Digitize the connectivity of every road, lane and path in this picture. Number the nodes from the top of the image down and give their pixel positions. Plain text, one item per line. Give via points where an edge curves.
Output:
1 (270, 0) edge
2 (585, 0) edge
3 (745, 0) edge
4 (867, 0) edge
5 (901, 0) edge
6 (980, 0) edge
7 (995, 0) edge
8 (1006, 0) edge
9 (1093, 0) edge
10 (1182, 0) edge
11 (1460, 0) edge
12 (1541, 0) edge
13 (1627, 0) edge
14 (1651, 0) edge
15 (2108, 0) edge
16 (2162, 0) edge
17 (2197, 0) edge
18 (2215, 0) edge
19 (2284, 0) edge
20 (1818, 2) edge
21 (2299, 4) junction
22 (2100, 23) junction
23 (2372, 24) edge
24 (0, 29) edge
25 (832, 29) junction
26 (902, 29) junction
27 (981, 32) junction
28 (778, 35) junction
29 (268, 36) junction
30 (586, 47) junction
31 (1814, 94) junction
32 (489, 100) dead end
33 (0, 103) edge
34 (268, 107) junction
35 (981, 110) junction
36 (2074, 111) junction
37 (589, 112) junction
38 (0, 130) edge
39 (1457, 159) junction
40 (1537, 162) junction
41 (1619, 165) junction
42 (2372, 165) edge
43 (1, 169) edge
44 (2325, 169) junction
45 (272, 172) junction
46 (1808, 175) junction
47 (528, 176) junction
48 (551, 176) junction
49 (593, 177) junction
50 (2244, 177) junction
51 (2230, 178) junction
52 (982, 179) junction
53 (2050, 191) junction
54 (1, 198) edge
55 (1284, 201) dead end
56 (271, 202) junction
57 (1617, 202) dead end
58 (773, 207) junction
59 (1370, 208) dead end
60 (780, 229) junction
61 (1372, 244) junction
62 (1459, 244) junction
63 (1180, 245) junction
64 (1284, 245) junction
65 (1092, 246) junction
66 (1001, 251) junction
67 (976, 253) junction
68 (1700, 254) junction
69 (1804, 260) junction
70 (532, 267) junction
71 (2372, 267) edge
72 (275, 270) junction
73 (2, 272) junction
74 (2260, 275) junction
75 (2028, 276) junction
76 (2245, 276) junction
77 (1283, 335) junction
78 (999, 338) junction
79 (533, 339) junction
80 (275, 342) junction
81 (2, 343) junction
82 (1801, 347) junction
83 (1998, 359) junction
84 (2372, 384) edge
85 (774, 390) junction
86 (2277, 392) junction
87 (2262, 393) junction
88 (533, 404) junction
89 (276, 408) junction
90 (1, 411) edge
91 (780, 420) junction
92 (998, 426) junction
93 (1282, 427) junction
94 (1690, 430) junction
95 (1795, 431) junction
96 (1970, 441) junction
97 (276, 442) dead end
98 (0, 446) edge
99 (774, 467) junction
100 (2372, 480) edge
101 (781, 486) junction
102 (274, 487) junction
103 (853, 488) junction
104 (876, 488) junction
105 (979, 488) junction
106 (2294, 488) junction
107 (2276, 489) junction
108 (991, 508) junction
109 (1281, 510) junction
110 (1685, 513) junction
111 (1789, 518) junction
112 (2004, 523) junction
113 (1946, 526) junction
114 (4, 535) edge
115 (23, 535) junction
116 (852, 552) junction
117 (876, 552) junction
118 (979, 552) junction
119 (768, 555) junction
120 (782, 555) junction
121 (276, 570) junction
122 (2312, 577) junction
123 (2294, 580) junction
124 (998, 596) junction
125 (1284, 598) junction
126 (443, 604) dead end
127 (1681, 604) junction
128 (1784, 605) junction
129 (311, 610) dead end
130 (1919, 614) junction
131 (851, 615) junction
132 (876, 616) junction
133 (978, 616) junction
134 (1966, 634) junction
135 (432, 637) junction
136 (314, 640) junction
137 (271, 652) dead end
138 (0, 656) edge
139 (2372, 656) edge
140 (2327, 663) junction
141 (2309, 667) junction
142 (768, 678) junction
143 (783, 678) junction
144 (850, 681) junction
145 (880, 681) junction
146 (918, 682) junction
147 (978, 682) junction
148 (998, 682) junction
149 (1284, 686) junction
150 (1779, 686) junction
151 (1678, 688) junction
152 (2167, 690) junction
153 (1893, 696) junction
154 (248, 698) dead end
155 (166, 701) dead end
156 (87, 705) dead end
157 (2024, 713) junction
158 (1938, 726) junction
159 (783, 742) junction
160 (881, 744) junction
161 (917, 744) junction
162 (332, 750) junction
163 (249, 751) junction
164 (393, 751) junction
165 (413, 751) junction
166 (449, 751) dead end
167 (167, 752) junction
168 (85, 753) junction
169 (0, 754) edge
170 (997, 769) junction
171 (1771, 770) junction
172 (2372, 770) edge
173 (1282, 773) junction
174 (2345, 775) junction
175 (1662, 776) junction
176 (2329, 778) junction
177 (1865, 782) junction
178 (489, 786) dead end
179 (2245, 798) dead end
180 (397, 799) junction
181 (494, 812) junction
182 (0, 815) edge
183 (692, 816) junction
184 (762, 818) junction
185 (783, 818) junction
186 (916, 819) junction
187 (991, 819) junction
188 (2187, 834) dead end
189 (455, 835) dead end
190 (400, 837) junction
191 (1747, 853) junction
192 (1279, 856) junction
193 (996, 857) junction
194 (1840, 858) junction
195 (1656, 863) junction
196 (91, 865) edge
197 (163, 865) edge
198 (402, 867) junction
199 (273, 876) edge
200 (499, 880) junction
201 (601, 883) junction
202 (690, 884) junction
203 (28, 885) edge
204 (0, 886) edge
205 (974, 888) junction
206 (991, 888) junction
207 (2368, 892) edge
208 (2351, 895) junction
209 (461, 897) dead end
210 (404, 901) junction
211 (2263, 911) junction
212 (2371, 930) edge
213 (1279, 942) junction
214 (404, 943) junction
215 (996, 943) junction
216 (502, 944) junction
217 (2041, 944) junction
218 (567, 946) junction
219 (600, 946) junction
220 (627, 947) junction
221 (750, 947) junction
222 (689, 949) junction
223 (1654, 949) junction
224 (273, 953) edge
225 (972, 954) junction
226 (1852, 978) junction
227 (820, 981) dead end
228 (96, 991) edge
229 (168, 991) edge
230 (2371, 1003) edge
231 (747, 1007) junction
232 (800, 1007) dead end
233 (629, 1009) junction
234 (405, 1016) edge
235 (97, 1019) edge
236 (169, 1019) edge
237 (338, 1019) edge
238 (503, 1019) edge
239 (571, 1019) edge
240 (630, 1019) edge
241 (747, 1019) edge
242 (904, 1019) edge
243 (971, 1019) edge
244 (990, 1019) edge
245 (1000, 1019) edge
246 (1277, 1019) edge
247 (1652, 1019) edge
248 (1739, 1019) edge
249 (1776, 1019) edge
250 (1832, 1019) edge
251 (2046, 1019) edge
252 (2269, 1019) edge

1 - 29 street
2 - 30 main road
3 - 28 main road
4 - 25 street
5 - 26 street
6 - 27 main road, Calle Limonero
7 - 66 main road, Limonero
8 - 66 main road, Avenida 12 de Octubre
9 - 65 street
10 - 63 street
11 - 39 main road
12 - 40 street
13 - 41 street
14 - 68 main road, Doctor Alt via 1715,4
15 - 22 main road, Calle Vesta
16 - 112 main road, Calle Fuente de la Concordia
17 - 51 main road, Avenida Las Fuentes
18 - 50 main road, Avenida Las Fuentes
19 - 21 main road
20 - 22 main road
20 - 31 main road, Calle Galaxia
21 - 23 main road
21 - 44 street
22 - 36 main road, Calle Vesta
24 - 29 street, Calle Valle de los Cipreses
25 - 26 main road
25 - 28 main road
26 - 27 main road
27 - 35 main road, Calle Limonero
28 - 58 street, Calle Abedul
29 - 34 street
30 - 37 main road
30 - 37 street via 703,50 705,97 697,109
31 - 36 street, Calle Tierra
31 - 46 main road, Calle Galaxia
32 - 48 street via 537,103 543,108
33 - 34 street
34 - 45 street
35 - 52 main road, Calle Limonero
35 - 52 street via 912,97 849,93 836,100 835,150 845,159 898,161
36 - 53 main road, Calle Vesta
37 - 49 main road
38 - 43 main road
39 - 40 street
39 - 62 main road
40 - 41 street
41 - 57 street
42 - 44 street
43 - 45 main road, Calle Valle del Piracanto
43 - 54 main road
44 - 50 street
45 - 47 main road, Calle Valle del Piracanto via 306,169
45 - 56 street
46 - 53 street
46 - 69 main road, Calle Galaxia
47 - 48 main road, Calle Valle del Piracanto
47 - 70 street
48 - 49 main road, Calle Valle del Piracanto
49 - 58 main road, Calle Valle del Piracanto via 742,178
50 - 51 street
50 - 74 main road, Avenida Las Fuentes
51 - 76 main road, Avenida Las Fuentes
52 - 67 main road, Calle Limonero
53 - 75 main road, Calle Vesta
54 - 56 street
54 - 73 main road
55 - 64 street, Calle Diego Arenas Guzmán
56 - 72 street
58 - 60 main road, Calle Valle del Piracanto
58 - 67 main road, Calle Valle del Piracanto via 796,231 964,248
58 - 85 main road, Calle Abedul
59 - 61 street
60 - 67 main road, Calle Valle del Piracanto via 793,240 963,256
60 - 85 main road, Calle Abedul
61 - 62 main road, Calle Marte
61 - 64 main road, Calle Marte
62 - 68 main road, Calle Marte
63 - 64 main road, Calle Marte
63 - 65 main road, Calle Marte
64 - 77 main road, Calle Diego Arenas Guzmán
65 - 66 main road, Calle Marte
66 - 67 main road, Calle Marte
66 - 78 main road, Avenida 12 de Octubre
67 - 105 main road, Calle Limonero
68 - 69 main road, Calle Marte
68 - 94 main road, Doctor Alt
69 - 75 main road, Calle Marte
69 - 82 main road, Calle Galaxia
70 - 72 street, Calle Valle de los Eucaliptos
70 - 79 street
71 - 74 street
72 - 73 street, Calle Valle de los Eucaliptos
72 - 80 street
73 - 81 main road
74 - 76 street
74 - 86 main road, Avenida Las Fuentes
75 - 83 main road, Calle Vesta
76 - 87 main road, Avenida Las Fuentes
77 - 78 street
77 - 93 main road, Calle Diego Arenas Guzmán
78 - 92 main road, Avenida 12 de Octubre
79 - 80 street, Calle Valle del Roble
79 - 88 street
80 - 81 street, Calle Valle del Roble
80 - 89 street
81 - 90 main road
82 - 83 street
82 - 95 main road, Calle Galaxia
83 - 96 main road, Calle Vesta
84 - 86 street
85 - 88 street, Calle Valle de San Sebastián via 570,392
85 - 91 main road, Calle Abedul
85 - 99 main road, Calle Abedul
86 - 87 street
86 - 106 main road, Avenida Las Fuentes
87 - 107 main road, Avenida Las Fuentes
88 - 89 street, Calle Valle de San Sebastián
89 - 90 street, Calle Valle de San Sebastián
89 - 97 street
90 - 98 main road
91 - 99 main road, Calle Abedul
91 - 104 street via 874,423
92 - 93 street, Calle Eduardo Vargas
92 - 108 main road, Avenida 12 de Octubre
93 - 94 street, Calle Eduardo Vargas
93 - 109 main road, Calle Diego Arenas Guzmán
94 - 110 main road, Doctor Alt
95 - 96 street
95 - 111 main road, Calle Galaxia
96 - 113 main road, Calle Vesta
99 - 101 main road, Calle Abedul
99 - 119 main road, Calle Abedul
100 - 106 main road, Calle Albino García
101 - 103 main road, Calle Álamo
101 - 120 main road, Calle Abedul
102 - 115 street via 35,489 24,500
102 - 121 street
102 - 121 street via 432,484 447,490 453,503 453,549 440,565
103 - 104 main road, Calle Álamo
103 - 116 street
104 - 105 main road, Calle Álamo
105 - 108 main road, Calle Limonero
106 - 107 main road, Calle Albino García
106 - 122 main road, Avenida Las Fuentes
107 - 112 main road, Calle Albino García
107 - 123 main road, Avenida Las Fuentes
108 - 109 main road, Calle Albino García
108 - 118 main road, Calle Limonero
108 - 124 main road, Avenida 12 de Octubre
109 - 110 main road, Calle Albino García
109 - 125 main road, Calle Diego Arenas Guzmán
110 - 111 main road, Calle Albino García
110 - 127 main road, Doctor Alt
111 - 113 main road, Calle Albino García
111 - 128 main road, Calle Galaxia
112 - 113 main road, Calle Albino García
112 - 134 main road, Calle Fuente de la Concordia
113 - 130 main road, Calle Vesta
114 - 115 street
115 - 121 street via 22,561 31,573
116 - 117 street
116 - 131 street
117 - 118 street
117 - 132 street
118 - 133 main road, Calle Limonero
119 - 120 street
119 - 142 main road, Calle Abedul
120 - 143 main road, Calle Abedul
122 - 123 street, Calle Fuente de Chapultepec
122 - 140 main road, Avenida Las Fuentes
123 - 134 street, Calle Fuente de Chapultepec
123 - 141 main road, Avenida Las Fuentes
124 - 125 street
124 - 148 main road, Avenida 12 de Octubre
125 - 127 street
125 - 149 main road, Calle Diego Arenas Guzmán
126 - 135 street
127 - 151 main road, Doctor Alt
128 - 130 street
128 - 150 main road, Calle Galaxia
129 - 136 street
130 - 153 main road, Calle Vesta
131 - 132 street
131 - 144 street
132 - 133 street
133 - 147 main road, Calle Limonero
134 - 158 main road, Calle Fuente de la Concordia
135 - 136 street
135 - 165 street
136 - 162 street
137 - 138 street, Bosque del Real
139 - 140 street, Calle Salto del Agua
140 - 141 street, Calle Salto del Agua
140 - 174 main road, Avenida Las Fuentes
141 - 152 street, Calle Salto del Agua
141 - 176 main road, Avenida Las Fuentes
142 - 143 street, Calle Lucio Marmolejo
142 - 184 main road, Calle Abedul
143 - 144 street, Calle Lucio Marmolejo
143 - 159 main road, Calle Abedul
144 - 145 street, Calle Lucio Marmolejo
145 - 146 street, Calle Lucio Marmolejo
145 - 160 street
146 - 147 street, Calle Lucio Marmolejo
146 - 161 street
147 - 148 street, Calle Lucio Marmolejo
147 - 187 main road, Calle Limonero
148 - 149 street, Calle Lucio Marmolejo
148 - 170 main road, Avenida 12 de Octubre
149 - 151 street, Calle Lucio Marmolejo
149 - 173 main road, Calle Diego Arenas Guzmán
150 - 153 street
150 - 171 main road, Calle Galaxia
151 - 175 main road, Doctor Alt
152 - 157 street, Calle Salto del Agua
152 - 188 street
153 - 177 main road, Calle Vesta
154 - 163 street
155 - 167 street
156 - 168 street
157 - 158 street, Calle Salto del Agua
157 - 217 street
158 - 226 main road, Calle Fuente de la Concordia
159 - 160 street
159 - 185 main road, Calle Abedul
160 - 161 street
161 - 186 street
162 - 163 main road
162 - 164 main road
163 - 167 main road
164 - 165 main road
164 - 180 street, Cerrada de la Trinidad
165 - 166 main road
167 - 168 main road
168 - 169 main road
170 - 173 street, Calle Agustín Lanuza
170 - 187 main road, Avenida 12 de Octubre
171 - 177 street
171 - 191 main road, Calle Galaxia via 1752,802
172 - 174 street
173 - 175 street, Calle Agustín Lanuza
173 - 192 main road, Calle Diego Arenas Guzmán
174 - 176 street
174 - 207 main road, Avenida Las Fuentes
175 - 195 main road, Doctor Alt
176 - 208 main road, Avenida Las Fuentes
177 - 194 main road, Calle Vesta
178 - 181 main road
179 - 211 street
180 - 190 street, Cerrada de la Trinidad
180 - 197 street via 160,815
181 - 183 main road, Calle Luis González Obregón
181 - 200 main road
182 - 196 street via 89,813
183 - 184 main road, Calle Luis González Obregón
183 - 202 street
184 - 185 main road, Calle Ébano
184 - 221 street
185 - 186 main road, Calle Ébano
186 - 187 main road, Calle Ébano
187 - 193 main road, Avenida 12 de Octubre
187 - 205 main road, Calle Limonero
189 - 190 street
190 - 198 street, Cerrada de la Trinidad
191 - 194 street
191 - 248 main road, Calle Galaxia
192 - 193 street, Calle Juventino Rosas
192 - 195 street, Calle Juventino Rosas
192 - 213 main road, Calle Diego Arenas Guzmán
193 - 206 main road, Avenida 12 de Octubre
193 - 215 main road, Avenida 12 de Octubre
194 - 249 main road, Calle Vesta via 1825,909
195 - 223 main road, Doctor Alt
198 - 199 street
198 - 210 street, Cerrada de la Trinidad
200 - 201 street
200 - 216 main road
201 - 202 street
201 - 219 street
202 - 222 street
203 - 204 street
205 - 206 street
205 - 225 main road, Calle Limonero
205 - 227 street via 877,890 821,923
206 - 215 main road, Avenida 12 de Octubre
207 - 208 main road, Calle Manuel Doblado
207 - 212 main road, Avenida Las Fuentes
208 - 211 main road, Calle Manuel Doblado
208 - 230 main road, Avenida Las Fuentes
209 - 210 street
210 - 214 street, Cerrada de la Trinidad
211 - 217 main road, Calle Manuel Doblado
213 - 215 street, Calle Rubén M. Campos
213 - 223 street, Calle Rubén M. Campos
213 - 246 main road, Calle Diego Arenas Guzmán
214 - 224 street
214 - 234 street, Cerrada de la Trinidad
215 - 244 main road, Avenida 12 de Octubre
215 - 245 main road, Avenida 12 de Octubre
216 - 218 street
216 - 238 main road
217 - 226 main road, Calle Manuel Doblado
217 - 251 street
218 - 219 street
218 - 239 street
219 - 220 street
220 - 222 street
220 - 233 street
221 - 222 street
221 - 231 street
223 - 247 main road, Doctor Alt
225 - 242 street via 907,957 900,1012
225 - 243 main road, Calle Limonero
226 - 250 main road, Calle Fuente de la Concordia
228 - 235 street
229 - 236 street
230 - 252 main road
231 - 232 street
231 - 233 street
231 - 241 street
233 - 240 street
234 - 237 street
++++++++
#### [Directions for this task]
Counting the lines above that hold "Guzmán", reply with the number and no other words.

#### [Response to the exercise]
10